Once they qualify as long-term, both listed and unlisted capital gains are subject to a 10 percent tax.

“While it is understandable that the longer Hold Period is designed to encourage more long-term activity, but this treatment (and the tax rate itself) may well be impeding the activities that it is meant to encourage. Hence a lower percentage of maybe 15 to 20% maybe prescribed instead of 40%,” the industry body said.

Travel and other e-commerce businesses

E-commerce companies are currently charged 1% Tax Deducted at Source (TDS) on gross sales of goods and services.

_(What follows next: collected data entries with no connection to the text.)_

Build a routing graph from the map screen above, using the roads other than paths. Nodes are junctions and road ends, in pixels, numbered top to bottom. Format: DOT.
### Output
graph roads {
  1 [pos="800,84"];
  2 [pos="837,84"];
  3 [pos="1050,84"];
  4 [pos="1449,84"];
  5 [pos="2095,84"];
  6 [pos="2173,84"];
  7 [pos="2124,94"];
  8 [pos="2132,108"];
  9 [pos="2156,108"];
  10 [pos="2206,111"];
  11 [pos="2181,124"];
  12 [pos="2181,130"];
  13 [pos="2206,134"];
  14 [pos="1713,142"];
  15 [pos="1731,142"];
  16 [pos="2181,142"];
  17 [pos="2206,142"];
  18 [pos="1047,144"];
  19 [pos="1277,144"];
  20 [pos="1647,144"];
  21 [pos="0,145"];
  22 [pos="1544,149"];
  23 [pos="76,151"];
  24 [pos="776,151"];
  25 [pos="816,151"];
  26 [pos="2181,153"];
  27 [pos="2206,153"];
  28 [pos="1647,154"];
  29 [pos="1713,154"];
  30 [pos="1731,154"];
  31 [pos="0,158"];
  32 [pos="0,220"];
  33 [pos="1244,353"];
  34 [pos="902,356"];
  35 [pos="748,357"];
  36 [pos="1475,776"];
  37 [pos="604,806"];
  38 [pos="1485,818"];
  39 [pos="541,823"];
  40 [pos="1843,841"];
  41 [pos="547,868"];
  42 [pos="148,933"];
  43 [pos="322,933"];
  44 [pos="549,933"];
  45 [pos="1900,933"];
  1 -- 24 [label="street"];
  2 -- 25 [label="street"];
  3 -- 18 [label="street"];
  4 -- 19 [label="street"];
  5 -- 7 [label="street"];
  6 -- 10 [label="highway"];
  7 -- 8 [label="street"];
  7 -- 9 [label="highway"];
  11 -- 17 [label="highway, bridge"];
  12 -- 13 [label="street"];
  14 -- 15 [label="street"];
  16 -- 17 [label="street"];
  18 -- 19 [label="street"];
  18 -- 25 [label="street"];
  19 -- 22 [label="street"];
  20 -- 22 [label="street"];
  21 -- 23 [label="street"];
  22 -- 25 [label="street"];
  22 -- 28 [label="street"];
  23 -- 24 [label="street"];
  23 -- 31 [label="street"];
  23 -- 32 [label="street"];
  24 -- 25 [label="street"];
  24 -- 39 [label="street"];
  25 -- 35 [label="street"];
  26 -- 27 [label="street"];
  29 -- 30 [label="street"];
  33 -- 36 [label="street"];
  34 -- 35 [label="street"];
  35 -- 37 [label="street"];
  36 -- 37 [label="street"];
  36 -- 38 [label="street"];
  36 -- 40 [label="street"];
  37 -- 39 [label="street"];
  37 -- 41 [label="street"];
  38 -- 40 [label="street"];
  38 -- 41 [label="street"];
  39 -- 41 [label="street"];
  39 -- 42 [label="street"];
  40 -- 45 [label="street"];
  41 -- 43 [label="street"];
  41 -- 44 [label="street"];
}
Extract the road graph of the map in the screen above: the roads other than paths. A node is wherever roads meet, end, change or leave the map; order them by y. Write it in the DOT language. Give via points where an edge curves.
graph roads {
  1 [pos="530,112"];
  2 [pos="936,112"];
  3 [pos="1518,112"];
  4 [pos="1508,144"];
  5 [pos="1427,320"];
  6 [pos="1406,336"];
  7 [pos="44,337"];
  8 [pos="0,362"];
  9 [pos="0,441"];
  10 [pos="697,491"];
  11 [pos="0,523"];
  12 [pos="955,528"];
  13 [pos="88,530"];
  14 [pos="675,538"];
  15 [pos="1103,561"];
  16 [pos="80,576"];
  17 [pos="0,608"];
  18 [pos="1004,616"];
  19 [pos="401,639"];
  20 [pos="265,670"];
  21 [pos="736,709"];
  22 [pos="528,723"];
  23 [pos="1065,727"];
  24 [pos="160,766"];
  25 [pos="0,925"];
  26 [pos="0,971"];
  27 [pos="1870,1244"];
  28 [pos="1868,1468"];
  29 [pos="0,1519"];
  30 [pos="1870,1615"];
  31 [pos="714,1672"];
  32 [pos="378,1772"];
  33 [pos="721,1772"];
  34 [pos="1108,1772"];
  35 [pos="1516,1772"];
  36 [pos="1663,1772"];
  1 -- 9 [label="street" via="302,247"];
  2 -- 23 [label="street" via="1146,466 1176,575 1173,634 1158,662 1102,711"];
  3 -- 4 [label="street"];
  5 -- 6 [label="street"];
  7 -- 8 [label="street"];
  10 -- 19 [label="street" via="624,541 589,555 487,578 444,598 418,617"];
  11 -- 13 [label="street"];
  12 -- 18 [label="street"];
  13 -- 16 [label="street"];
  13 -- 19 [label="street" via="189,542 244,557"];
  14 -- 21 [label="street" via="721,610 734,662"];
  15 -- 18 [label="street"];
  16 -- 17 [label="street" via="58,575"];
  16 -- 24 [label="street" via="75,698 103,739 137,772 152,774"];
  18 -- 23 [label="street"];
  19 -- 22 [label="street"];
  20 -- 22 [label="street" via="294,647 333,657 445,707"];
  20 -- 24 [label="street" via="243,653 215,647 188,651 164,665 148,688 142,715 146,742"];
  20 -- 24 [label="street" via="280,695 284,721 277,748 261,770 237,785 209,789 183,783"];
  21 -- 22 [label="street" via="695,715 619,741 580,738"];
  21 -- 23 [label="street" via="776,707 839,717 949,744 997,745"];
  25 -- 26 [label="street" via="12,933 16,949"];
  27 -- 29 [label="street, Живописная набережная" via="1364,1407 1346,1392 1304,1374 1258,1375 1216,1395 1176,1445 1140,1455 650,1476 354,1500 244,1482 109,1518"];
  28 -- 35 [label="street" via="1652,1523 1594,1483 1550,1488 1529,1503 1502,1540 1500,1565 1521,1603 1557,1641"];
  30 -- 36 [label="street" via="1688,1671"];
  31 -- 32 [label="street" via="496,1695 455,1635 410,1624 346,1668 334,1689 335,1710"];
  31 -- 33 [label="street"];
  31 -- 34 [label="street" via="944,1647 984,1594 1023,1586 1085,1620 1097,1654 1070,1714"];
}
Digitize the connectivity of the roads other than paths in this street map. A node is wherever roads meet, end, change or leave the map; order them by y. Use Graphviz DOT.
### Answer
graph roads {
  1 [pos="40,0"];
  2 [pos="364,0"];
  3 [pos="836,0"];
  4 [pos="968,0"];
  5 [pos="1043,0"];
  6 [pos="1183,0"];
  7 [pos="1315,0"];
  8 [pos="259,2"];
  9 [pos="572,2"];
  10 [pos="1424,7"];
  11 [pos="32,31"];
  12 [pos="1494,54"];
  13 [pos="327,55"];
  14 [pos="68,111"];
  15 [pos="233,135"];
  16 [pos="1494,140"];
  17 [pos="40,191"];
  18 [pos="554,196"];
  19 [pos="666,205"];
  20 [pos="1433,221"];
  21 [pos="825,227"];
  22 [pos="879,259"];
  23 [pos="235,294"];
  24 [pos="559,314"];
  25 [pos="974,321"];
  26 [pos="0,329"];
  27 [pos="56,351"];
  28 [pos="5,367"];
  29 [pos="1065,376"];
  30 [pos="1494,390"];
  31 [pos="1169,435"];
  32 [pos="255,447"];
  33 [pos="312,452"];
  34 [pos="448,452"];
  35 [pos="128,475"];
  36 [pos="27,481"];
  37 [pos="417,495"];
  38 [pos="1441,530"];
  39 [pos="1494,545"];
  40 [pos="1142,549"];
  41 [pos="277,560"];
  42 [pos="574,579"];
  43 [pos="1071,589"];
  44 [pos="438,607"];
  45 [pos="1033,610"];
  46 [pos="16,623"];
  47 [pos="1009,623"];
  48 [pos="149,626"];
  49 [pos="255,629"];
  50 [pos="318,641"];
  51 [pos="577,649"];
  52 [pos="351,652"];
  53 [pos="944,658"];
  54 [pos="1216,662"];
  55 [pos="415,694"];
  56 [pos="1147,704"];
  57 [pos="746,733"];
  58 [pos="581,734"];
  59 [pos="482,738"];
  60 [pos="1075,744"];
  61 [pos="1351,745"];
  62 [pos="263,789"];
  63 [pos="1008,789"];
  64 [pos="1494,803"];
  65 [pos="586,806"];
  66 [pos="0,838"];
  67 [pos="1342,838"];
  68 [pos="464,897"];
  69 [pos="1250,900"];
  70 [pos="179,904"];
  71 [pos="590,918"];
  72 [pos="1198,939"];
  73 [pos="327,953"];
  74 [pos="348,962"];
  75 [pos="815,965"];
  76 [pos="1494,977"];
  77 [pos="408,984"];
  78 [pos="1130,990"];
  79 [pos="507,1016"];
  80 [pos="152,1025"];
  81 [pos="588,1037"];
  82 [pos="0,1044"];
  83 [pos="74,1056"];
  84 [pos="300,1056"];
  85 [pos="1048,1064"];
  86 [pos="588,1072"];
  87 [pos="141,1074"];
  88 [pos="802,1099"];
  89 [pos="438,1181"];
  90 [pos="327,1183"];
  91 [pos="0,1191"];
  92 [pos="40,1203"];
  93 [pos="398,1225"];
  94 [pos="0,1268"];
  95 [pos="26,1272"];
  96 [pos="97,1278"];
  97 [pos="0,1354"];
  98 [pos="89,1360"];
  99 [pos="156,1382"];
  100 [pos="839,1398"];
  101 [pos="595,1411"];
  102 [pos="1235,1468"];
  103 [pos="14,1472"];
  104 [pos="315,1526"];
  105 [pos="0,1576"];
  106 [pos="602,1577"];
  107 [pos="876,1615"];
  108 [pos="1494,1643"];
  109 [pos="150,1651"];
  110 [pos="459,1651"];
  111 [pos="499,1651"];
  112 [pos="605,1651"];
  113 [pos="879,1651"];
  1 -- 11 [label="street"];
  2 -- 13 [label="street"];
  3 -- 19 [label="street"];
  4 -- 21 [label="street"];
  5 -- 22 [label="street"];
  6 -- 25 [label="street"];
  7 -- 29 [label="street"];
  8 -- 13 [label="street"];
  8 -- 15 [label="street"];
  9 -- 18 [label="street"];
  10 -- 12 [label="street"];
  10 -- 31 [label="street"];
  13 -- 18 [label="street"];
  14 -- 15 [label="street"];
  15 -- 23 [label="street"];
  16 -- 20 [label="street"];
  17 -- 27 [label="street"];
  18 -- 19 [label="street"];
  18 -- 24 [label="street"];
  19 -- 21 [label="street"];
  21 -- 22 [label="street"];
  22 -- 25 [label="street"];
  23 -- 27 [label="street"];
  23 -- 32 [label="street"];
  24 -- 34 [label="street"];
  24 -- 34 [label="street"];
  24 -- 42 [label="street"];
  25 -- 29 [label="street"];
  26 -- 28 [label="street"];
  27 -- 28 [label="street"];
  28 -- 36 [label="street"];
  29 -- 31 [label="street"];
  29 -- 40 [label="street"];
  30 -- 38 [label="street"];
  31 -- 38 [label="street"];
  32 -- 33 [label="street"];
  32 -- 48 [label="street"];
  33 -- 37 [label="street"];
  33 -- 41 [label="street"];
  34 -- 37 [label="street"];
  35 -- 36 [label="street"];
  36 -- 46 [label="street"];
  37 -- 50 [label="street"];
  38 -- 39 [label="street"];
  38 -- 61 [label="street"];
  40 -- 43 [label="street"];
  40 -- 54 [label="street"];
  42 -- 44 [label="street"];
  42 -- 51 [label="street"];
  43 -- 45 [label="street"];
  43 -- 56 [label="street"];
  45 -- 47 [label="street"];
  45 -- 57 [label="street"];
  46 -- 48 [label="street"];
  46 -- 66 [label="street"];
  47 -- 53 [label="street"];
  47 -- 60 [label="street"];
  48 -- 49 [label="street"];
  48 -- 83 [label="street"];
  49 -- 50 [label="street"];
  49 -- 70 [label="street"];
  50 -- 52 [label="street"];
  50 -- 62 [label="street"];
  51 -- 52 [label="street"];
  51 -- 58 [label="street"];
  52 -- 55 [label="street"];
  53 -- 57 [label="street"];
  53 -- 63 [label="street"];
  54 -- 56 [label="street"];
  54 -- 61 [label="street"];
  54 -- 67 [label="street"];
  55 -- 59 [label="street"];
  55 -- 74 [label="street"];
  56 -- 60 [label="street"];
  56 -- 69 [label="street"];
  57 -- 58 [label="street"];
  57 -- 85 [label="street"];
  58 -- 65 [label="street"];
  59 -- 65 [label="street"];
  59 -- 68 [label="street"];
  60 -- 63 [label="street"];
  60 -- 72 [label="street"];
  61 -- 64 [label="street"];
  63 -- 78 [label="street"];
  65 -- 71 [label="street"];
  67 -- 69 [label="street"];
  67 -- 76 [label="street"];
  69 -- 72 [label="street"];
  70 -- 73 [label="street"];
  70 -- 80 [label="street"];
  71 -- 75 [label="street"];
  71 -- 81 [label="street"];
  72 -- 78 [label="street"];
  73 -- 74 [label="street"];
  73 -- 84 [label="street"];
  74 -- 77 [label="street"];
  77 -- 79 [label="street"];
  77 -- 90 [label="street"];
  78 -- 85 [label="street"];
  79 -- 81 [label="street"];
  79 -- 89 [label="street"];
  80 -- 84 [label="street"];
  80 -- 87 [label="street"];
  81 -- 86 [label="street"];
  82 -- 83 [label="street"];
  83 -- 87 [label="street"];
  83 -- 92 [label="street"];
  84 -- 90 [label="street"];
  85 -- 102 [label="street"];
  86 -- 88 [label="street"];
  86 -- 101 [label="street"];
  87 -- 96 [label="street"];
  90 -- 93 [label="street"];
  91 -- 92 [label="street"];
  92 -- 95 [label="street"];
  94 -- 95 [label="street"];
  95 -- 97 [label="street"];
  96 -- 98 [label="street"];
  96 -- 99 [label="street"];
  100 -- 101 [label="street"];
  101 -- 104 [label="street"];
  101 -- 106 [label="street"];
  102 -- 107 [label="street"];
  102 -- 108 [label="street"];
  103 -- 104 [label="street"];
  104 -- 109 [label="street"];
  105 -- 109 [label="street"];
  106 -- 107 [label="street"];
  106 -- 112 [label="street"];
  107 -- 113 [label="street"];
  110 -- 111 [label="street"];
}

This is in addition to the 1% tax already imposed on e-commerce participants under CGST rules.

IndiaTech.org recommended that these taxation provisions be amended and made “applicable only in cases of ‘GST un-registered e-commerce participant' selling goods and/or providing services through e-commerce operator.”

Gaming start-ups

The industry body also highlighted the need of financial incentives and a uniform tax framework to encourage and grow Indian Animation, Visual Effects, Gaming, and Comics (AVGC) startups.

The body recommended taxation-related incentives for the gaming sector, such as tax breaks, tax holidays, etc., for indigenous AVGC startups, in order to boost production of Indian intellectual property, research and development, and investment inflows.

Virtual Digital Assets (VDAs) and Web 3 sector

VDAs such as crypto tokens and non-fungible tokens (NFTs) are subject to a 1% TDS on all transactions exceeding Rs. 10,000. As a result, many Indian investors have moved to foreign exchanges to avoid paying these taxes. In this regard, IndiaTech.org made two recommendations:

“There needs to be a clarification on whether such TDS applies to foreign exchanges u/s 194S and if not, they need to be included as well as this has created a level playing field issue for those domiciled in India and those who are not,” it said.

“Since the primary intention was to track and trace we recommend that the rate of TDS be deducted from 1% to 0.01% through an amendment to Section 194S,” the body added.

In addition, the industry body demanded clarification requiring Permanent Establishment (PE) specifically including foreign exchanges to have a registered office in India and bringing other buyers under the TDS mandate.

IndiaTech.org also demands that crypto exchanges and brokers follow a standard set of rules and have a legal mandate to conduct due diligence, including KYC and keeping detailed records of transactions conducted on their platforms. While they are currently conducting these compliances voluntarily, there is no legal framework in place. This will aid in the prevention of money laundering.

Mobility and EVs

For the electric vehicle (EV) segment, the industry body suggested reinstating the 200% weighted tax deduction regime for automotive R&D expenses.

“In order to boost R&D expenses by industry, until 2019-20, the government used to offer weighted tax deductions to companies up to 200% of their certified R&D spends (later reduced to 150%). Since R&D is strategic to future development and innovation, it is important that the government reinstates the 200% regime once again to spur higher spending on R&D by industry and incentivize innovations for the future,” it stated.

Given that the Indian government has set an ambitious target for EVs by 2030. To achieve these goals, the government should also encourage the conversion of existing ICE vehicles to EVs, according to the industry body.

“EV retrofitting is an affordable solution as it will save the manufacturing process. Incentives could take the form of GST cuts and subsidy grants comparable to FAME II on retro-fitment kits, waiver of registration charges for retro-fitted vehicles, and provision of relevant financing options,” it said.

Limited financing options, high interest rates and short loan tenures have been some of the hindrances in the uptake of EVs. To push ease of financing of EVs, the sector should be brought under the umbrella of the RBI’s priority sector lending (PSL) guidelines, the body said.